Jewish-Muslim relations are the real interfaith challenge

Jewish-Muslim relations are the real interfaith challenge

NEW YORK — With the deserved uproar now fading over Pope Benedict’s lifting the excommunication of a Holocaust-denying bishop, the Vatican and the Jewish community are seemingly back in each other’s good graces. Indeed, all is well between Jews and the Church simply because it was already in a good place as a result of our dialogue with the Vatican over the past 50 years.
Now we must move beyond our myopic focus on Jewish-Christian relations and face the real challenge of the 21st century: Jewish-Muslim dialogue.
Shifting gears will be anything but easy, but a re-examination and reassessment of interreligious dialogue is necessary.

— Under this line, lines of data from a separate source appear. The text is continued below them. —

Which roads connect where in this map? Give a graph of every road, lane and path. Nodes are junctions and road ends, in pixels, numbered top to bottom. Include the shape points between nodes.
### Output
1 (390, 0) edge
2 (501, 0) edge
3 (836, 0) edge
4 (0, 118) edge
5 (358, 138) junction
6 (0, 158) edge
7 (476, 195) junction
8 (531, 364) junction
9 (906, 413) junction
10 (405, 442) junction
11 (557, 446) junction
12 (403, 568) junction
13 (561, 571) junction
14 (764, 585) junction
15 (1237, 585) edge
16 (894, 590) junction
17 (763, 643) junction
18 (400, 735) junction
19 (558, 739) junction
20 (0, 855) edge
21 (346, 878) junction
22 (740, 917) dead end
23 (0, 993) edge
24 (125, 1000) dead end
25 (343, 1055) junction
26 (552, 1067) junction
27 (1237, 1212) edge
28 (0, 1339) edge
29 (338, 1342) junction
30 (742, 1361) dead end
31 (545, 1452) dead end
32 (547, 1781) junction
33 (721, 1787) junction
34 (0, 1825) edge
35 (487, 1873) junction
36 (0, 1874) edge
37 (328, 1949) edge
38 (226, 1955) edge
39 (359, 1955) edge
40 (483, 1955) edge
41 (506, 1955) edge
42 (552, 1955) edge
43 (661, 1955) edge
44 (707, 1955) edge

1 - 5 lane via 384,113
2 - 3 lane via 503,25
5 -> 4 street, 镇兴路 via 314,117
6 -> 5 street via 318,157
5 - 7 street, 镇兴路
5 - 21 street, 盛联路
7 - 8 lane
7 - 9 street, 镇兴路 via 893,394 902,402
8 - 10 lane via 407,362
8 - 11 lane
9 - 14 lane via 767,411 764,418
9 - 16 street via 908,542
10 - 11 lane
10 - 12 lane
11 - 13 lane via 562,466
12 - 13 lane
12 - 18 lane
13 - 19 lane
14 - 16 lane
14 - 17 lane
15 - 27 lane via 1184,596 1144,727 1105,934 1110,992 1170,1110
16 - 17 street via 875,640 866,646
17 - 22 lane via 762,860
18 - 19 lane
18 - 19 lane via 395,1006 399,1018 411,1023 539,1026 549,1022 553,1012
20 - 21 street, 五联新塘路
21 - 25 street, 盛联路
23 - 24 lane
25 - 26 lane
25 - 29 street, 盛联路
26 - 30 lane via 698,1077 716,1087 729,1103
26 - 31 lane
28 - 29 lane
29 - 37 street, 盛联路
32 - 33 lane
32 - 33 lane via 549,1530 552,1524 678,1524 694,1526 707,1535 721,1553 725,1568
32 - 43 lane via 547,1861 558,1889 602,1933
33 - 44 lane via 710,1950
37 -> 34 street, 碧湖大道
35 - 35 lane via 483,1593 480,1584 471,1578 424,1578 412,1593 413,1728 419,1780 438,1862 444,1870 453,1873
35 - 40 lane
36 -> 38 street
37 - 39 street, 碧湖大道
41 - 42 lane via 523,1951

American Jews may not recognize the seriousness of the situation, but they only need to look to Europe and the recent phenomenon of Muslim anti-Semitism to see what’s at stake.
The war in Gaza has brought about a sharp uptick in the number of attacks against Jews, but violence in France, Sweden, Britain, Denmark and other countries has been going on for years and already should have served as a wake-up call. British Jews are in a state of anxiety. There have been physical assaults on Jews in London, recent arson attacks on synagogues outside the capital, and anti-Semitic graffiti scrawled in towns and cities across the country. In Belgium, Jewish community leaders have received death threats.
The need for Jewish-Muslim dialogue has never been greater.
Yet when faced with this new reality of partnership-making and bridge building, why are Jews uncomfortable? Why are we hesitant, worried, anxious and unsure of how to go about the next step? It is true that expanding one’s thinking and comfort level is always difficult, yet what better impetus than to help our brothers and sisters around the world?
A cadre of extremists has been trying to hijack Islam. Thankfully they have failed in that effort because the majority of Muslim leaders and scholars are, in fact, fair-minded individuals who wish no harm against Jews. Indeed, many significant Muslim leaders, in America and globally, have extended the hand of friendship to us, an outreach we cannot afford to spurn.
Islamic leaders have an obligation to help prevent the toxic spread of anti-Semitism among the Muslim masses. More leaders must follow in the footsteps of the courageous Dr. Muzammil Siddiqi, president of the Fiqh Council of North America, the highest body of Islamic jurisprudence in North America, who has denounced anti-Semitism unequivocally as against the teachings of Islam. In the same spirit, I believe that more Jewish leaders must speak out against Islamophobia, making clear that it is wrong to demonize an entire religion because of the hateful actions of a relative few.
U.S. Secretary of State Hillary Rodham Clinton said recently that America has a “responsibility to speak out and to work with the Muslim world on behalf of positive change, and to enlist the help of Muslims around the world against the extremists.” As a religious community we have that same responsibility: We must get our rabbis to work with imams, get our college students to talk with their Muslim counterparts, get this dialogue going in a meaningful way.
Already there are a number of steps in the right direction. The Union of Reform Judaism has a Children of Abraham Web site designed to foster Muslim-Jewish dialogue; rabbis and imams are preaching to their congregations, urging communication and understanding; and the Foundation for Ethnic Understanding “twinned” 50 mosques and 50 synagogues in the United States and Canada last November and this fall plans to expand the effort to Europe.
The battle will be uphill, the struggle difficult, the discomfort inevitable. But Muslim leaders have the opportunity to echo the historic declaration of the Vatican’s Nostra Aetate and to decry “hatred, persecutions, and displays of anti-Semitism directed against Jews at any time and by anyone.” We must then rise to the occasion by grasping the outstretched hands of Muslims and work with them to build ties of friendship and trust between our communities.

(Rabbi Marc Schneier is president of the New York- and Washington-based Foundation for Ethnic Understanding.)